When I was a kid, if we didn’t do what my mother told us, she always threatened to tell my father. He was the hammer. She knew it. We knew it. When I was older, my mother took to throwing things. I remember my dictionary whizzing through the air. Nothing ever hit us. She knew that. We knew that. We were safe until the flying slipper. My mother wore slippers during the day. She started throwing the slippers. They were close at hand. She missed every time then she told one of us to bring the slipper back. We knew that was a bad idea. The slipper was no longer just a projectile. It had become a weapon. If one of us returned it, that good soul would get whacked. We were quick to solve the slipper problem. We threw it back, gently. My mother wasn’t happy. We were. We ran in the opposite direction. She yelled at us she’d tell my father.

When I was in high school, my father worked away on weekends. He came home Friday nights and left Monday mornings. We were waiting until the end of the school year to move. We’d greet my father then meet my friends and head out for Friday night doings. I had no curfew so I was never late; actually, I made sure to get home early, but when I got home, I still had to fill out what my brother and I called the curfew card left on the desk. Both my parents were in bed so they had left the note on the desk asking us to sign in and write down the time. We complied. Nothing ever happened.

“Alone, but safe and sound.”

March 21, 2022

Today is a spring day. The bright sun is framed by a cloudless, deep blue sky. The morning air has a bit of a chill, but, in typical spring fashion, the day will get warmer. I’m going to clean the backyard so it will look less like a vacant lot. Nala has been busy stealing trash and secretly taking it through the dog door. I caught her once yesterday with a box in her mouth. She dropped it and jumped when I yelled, but the odds are in her favor. I seldom catch her.

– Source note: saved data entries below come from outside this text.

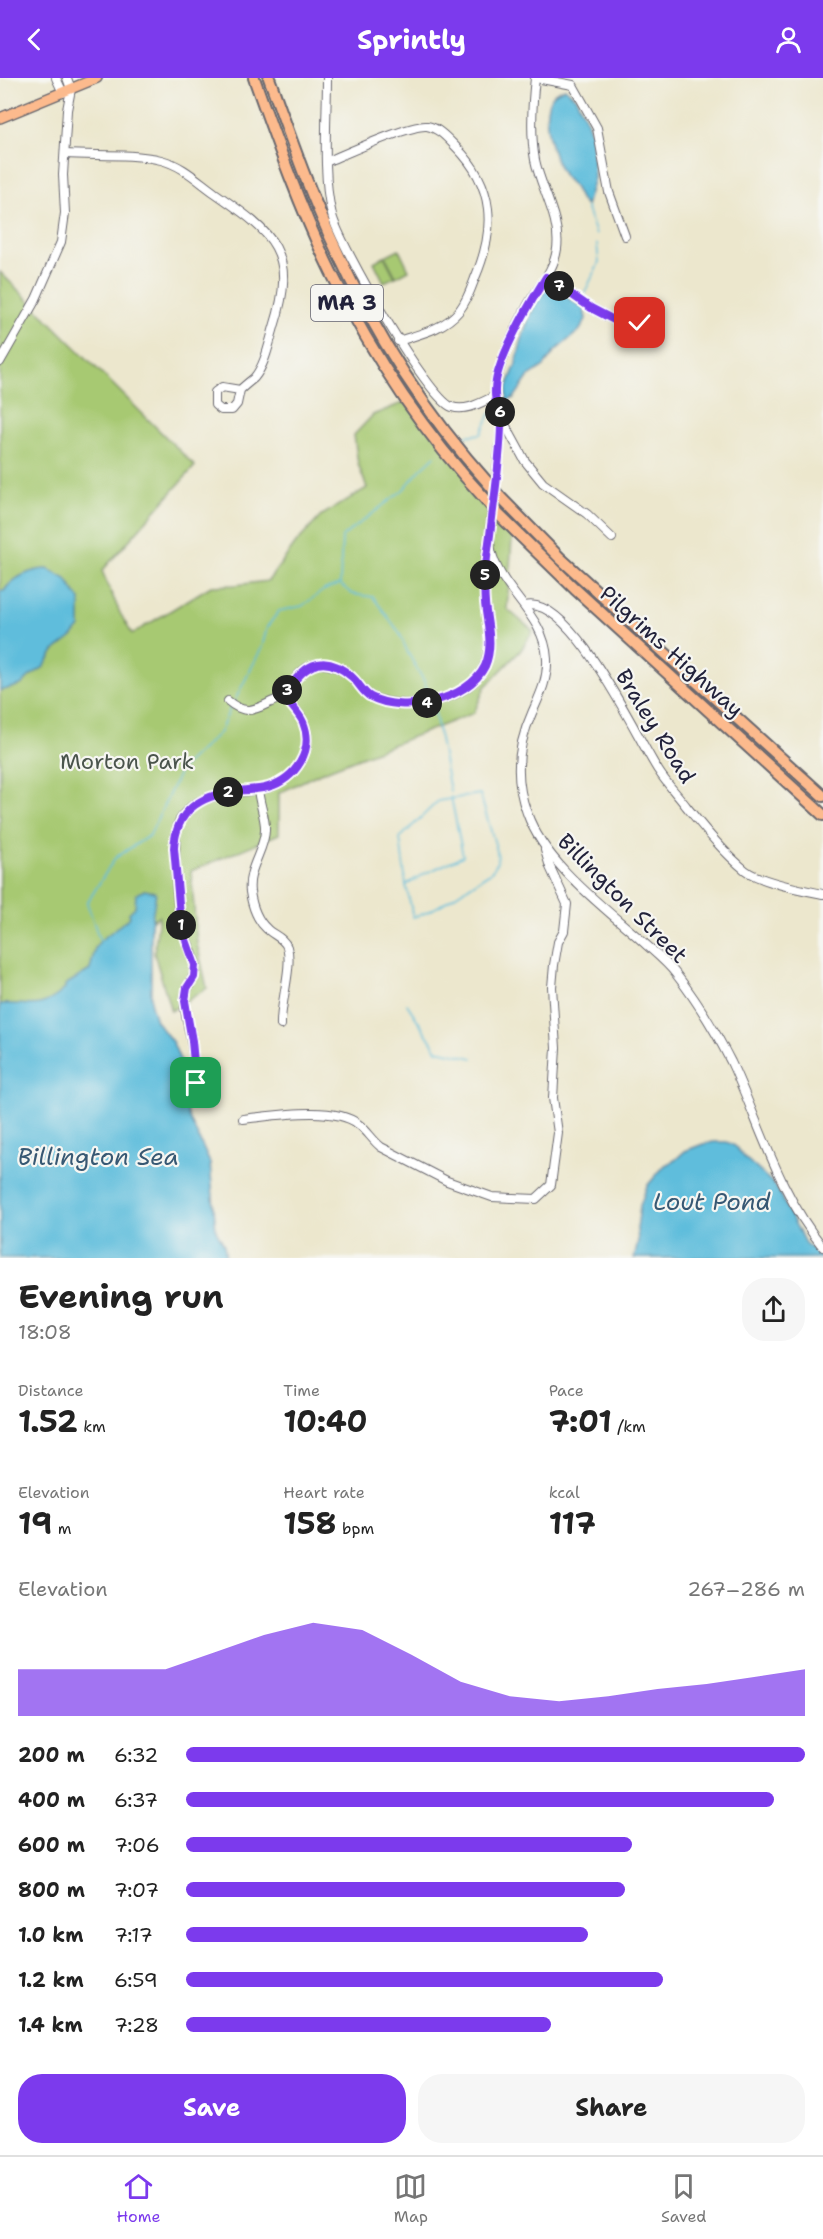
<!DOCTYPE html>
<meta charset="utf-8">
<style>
body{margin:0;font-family:"Shantell Sans",sans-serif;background:#f6f6f6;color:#222;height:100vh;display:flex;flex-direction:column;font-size:22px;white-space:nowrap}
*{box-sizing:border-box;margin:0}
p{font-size:20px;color:#767676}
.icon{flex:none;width:33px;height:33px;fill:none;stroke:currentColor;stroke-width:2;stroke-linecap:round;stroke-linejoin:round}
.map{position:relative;height:1180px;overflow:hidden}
.side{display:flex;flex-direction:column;background:#fff;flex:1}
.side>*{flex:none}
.pin{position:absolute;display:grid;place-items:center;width:51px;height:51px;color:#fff;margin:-26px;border-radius:12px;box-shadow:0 3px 9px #0006}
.km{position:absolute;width:30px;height:30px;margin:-15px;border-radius:50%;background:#222;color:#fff;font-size:16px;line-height:30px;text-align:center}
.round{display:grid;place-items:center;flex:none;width:63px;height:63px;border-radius:24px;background:#f6f6f6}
.headline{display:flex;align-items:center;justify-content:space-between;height:102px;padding:0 18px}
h1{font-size:33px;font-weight:700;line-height:45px}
.metrics{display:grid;grid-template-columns:repeat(3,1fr);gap:9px;height:102px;padding:6px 18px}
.metrics div{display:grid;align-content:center}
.metrics b{font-size:30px;font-weight:700}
.metrics small{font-size:16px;font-weight:400}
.metrics p{font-size:16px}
.chart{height:168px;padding:12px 18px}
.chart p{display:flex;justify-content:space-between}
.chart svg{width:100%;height:108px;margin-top:6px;fill:#7c3aed;opacity:.7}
.action{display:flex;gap:12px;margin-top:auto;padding:12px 18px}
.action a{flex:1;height:69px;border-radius:24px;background:#7c3aed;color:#fff;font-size:24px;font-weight:700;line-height:69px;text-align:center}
.action a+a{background:#f6f6f6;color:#222}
ul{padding:0 18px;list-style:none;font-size:20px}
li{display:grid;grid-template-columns:96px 72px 1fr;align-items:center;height:45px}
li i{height:15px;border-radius:8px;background:#7c3aed}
header{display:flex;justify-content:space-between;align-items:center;height:78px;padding:0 18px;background:#7c3aed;color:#fff;font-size:27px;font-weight:700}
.tab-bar{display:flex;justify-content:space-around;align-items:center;height:84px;border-top:2px solid #e0e0e0;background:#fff;font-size:16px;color:#767676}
.tab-bar a{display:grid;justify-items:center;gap:3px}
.tab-bar .active{color:#7c3aed}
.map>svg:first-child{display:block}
</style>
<header><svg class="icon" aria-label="back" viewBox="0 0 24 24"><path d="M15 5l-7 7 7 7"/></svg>Sprintly<svg class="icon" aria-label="person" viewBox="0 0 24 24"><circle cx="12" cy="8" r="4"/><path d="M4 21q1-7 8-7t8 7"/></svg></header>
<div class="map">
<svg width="823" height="1180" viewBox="0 0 823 1180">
<rect width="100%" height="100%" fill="#f6f6f2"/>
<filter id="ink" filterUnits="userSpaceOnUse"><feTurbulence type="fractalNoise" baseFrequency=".0167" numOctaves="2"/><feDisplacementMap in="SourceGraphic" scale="12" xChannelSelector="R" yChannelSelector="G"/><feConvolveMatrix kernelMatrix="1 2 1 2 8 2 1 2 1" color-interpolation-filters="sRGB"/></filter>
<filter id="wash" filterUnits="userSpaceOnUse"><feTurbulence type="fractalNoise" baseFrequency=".008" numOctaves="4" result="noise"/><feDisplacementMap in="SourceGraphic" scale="24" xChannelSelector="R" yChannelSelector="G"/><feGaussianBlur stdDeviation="1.35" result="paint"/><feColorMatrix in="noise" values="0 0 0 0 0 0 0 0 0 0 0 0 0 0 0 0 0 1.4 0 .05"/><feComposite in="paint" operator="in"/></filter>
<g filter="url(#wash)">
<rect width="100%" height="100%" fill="#ece7cd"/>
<g fill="#a7c972" stroke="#647656" stroke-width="1.5">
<polygon points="399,171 409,192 396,199 385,178"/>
<polygon points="384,178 395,199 384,204 374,184"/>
<polygon points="0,194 195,388 102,493 120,535 132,556 211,508 235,507 268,503 296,465 322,437 367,410 358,386 354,357 373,337 405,324 513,446 507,531 533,553 521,572 485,609 474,635 320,695 279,715 279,756 191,793 197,866 207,910 171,933 154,875 159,838 134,852 113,873 54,923 24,930 0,931"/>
</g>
<g fill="#5ebddc" stroke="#40708c" stroke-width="1.5">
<path d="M565,10L576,20L587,43L592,58L594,100L586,128C579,123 579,116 574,109C571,105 567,102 564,98C553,81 538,35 553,17C555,14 561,12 565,10Z"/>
<path d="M547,209H552L584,231L586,241L580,252L555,273L544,288L529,298L514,320L507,323C504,308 514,296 517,282C523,254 529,233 547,209Z"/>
<path d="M48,491L66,501L80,522V549L72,559L54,573L44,589L30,598L21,607L0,613V513H4C13,499 32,491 48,491Z"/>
<path d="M144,812L156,814L151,847V927L156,943L173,965L183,989L188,1037L210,1085L216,1152L224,1167L226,1180H0V926C30,924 38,935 65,911V907L90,892L95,870L100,863L130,839L129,835L135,829L136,817Z"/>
<polygon points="714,1064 727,1064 735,1068 745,1080 775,1107 805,1165 823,1180 634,1180 638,1163 637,1151 640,1128 647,1108 665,1087 675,1082 685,1073 703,1066"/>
</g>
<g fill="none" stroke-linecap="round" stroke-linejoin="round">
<g stroke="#5ebddc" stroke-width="1.5">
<polyline points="586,129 596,156"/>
<polyline points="583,218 599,185 597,166"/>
<polyline points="500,328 507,323"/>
<polyline points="464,358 481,356 490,336 494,333"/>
<polyline points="341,507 352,516 373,519 399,554 408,575 424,603 431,621"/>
<polyline points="234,624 262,569 267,549 279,533 302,528 324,512 340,506 342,459 403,412 421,391 435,378"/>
<polyline points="433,625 450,713"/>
<path d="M480,716L497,773C499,781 496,789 490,795C469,807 435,835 413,839L406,807L400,760L438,723Z"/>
<polyline points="406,807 424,796 463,778 451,719"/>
<polyline points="100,863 87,825 115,780 150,757 181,691 220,654 231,628"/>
<polyline points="407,926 437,972 473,980"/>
</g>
</g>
</g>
<g filter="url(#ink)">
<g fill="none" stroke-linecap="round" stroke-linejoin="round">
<defs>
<g id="minor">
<polyline points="56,0 63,15"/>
<path d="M327,0C327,42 322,97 332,137C339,166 428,321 452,329C466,334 482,324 495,318"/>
<path d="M535,0C532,27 530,55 535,82C541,111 561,141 557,171C554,193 538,209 528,227C517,247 501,281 496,303C492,320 502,336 501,353C499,378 496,403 493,428C491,445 487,462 493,479C505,516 545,539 547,581C548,601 540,617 532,635C517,668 514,701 527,735C545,786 603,828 642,863C654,874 667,884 676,896C697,923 716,954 731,984C760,1046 779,1116 823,1169"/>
<polyline points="536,0 573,7 597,50 609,114 625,158"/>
<path d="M65,76C95,78 132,75 161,82C182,87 198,103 215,115C274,156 298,174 274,249C269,266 265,287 254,300C249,304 244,308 240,312L222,309L215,314V327L221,332H232L237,326L240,312"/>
<path d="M328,83C347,75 411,46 427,48C439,50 448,61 456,69C495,108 496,151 475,200C471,211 467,223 459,233C444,251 420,256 398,263"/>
<polyline points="546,199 591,230 633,252 640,245"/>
<polyline points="0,284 36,221 61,164 65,135 63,97 67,32 71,11 67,0"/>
<polyline points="502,341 525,383 543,405 587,436 612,460"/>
<path d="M525,528C571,515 637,660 658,692C666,705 677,716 686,728C704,750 723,774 745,792C760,804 803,812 823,816"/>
<path d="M228,623C243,636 253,633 269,625C275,622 281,621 285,616C293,606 299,591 313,587C327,583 345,591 354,601C361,608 365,617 374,620C409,633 472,625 486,584C493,564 487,546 485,526C483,506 485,485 488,466"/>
<path d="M258,711C259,725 266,741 265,752C265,772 247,790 250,814C252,827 257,842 267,851C273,857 284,860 287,869C293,888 280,926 281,947"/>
<path d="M197,1021C195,1001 195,981 191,962C189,949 184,936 185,922C185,909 196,901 195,888C195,875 185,862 182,850C177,832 171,757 180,742C198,711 237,717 266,710C295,702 316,672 303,643C299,634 290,626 284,618"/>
<path d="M243,1041C273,1038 334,1027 358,1046C367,1052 372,1062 381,1069L447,1103L492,1119L536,1121L551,1107L558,1055L553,1020L556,970L552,909L554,887L558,864L564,853L567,826L550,789L545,772"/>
</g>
<polyline id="major" points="0,40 97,0"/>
<g id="highway">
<path d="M254,0C277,65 301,132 331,194C372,277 424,356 487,423"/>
<path d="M269,0C285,43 299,86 317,128C358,228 416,325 489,406"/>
<polyline points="499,418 560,480 823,718"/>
<polyline points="497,435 575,511 823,737"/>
</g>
</defs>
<use href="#minor" stroke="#69676e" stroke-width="10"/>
<use href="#major" stroke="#69676e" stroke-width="12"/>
<use href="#highway" stroke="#69676e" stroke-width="14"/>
<use href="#minor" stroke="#fff" stroke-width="8"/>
<use href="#major" stroke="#fcba8d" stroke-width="9"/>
<use href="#highway" stroke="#fcba8d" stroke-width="10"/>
<defs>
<g id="highway-bridge">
<polyline points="489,406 499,418"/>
<polyline points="487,423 497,435"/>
</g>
</defs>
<use href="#highway-bridge" stroke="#69676e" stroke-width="14" stroke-linecap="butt"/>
<use href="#highway-bridge" stroke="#fcba8d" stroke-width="10"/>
</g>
</g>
<g fill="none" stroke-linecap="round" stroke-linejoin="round" filter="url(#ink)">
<defs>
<path id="route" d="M196,1005L192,963L185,923L187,910L194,899L195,887L181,848L174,770C176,732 200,718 235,713C246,712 257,712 268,709C295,701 315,673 303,644C299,635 290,627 284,618C301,590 321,571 352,599C359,605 363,615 371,619C403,636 468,623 485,588C494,567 487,547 485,525C483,502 487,480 490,457C494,421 500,385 501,348C501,336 494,325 495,312C495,283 530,225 546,199L591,230L633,252L640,245"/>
</defs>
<use href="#route" stroke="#fff" stroke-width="12"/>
<use href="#route" stroke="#7c3aed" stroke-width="8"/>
</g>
<g text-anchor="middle" stroke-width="4.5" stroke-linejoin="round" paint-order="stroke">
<rect fill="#f6f6f2" stroke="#626272" stroke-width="1.5" x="311" y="207" width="72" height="36" rx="4.5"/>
<g font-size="21" font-weight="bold" fill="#22223b">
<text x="347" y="232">MA 3</text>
</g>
<g font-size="22" fill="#22223b" stroke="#f6f6f2">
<text transform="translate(672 573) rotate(42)" y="8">Pilgrims Highway</text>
<text transform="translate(656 648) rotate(58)" y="8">Braley Road</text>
<text transform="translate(623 820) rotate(45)" y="8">Billington Street</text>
</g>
<g font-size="22" fill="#4a544c" stroke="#f6f6f2">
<text x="127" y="691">Morton Park</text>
</g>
<g font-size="24" font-style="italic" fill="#375873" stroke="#f6f6f2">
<text x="98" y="1087">Billington Sea</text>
<text x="712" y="1132">Lout Pond</text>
</g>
</g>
</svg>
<div class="pin" style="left:196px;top:1005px;background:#1e9e55"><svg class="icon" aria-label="arrive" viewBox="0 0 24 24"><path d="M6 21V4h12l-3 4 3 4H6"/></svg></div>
<div class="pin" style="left:640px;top:245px;background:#d93025"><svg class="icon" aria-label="check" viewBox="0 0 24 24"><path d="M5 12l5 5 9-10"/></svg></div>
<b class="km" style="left:181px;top:847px">1</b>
<b class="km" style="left:228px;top:714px">2</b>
<b class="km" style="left:287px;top:612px">3</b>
<b class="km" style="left:427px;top:625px">4</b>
<b class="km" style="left:485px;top:497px">5</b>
<b class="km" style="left:500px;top:334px">6</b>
<b class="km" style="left:559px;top:208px">7</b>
</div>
<section class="side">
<div class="headline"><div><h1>Evening run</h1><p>18:08</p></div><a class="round"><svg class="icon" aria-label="share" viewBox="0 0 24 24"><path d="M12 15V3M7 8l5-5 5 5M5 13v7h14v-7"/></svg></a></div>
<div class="metrics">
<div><p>Distance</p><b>1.52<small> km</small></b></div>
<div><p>Time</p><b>10:40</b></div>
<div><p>Pace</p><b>7:01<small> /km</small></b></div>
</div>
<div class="metrics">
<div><p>Elevation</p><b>19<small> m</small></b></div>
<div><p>Heart rate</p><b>158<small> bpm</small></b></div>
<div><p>kcal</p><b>117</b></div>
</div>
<div class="chart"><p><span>Elevation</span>267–286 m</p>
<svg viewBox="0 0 160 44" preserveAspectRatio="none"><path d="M0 44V25L10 25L20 25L30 25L40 18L50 11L60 6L70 9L80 19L90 30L100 36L110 38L120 36L130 33L140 31L150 28L160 25V44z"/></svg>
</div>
<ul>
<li><b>200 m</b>6:32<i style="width:100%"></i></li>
<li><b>400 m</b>6:37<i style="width:95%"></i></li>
<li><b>600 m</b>7:06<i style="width:72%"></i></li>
<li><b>800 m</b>7:07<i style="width:71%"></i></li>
<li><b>1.0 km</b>7:17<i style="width:65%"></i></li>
<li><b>1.2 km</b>6:59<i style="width:77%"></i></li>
<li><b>1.4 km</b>7:28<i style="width:59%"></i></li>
</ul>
<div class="action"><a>Save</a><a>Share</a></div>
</section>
<nav class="tab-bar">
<a class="active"><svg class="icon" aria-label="home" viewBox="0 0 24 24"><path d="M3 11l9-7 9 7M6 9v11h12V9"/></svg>Home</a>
<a><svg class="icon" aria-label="map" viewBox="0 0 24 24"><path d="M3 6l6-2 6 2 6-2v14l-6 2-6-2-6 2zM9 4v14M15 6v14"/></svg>Map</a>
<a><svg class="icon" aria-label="saved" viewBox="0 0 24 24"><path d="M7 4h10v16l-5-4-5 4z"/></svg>Saved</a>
</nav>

Henry is asleep on the couch. I know that doesn’t sound revolutionary, but my house cleaner is here, and Henry doesn’t care. He isn’t following her and barking. That’s the revolutionary part. Also, Henry has mastered the dog door. He stands outside and bangs the door, but I ignore him so he comes in on his own. That is also revolutionary.

When I was a kid, I walked more than I rode my bike. All week I walked to and from school. On Saturday mornings, I walked to the armory for junior drill. On Saturday afternoons, I walked uptown to the movie theater. When I was older, I still walked. On weekday mornings it was to the bus stop with a reverse walk in the afternoons. In the early evenings, on Tuesdays, I walked to drill and later at night I walked home. I never worried. I grew up feeling safe.

When my parents moved off Cape while I was in the Peace Corps, they couldn’t find a key to the house. It was never locked. I think they finally found the key in the junk drawer with all the other odd objects.

When I was a kid, I loved riding my bike to school. The bike rack in the schoolyard was under trees. It was wooden and painted green, the perfect color for St. Patrick’s School. I never had a lock, but I never worried about my bike. I knew it would always be there in the green bike rack at the end of school.